Mary Fung
essayJune 22, 2026

Building the right team composition

The team needs more than idea people. It needs the mix required to move from problem to system to adoption.

An AI-enabled team needs more than people with ideas.

Ideas are cheap now. The team needs the mix of people required to carry an idea through the work.

It needs builders who can make something real. Not just talk about a future state, but create the artifact, workflow, prototype, tool, test, or system that lets the team learn.

It needs operators who understand where the work actually breaks. Operators know the exceptions, delays, workarounds, approval paths, and human behaviors that do not show up in the clean process map.

It needs designers who can make new work usable. If people cannot understand, trust, or repeat the workflow, the capability does not land.

It needs storytellers who can explain why the change matters. Not marketing gloss. Clear narrative. What problem is being solved? What changes for the person using it? Why now?

It needs domain experts who know what cannot be wrong. Every domain has facts, risks, norms, and exceptions that a general model will not respect by default.

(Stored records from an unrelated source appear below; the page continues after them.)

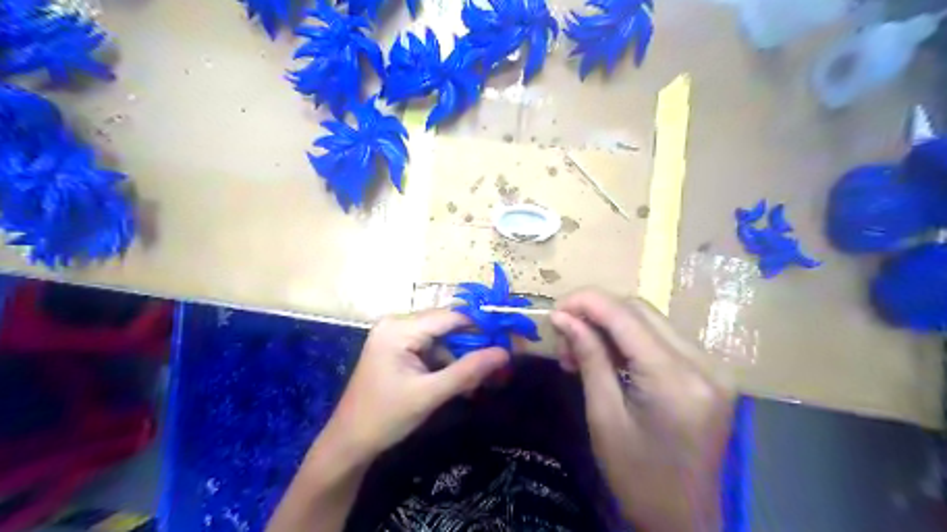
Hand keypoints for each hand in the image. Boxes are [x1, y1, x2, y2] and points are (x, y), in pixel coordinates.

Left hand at [321, 310, 509, 459]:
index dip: (480, 327)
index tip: (506, 341)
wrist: (349, 442)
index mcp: (399, 329)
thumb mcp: (429, 395)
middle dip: (470, 346)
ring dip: (459, 358)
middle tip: (495, 365)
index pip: (450, 317)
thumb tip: (504, 353)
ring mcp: (395, 335)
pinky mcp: (396, 348)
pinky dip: (445, 363)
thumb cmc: (385, 417)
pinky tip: (456, 382)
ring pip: (440, 338)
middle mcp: (397, 323)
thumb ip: (468, 372)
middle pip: (446, 326)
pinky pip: (429, 348)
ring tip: (475, 382)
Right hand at [553, 291, 734, 531]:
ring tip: (579, 349)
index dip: (585, 302)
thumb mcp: (603, 416)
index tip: (553, 309)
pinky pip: (662, 338)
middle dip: (595, 312)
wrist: (683, 520)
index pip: (625, 315)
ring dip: (610, 325)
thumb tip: (562, 317)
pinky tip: (607, 355)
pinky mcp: (710, 372)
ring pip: (651, 319)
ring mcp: (713, 366)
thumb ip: (588, 357)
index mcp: (676, 379)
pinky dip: (629, 338)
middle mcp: (704, 363)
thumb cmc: (637, 478)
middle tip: (563, 335)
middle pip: (640, 309)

It needs technical architects who can see what will fail later. The demo can work and the system can still be the wrong shape.

It needs educators or change agents who can turn one person's experiment into a pattern other people can adopt.

It needs customer-facing translators who can explain the work in the language of the people affected by it.

On a small team, one person may cover several of these modes. That is normal. The point is not to create a large org chart. The point is to check whether the team has the capabilities needed to move from spark to shipped value.

If everyone is an idea person, nothing ships.

If everyone is a builder, the wrong thing may get built quickly.

If everyone is a strategist, the work may never survive contact with a real workflow.

If everyone is a specialist, the handoffs may become too brittle.

The best teams mix depth and range. They have people who can own a craft and people who can see across the work. They know when to go deep and when to translate.

The question is not "do we have an AI team?"

The question is whether the team can make useful AI-enabled work real, trusted, adopted, and maintained.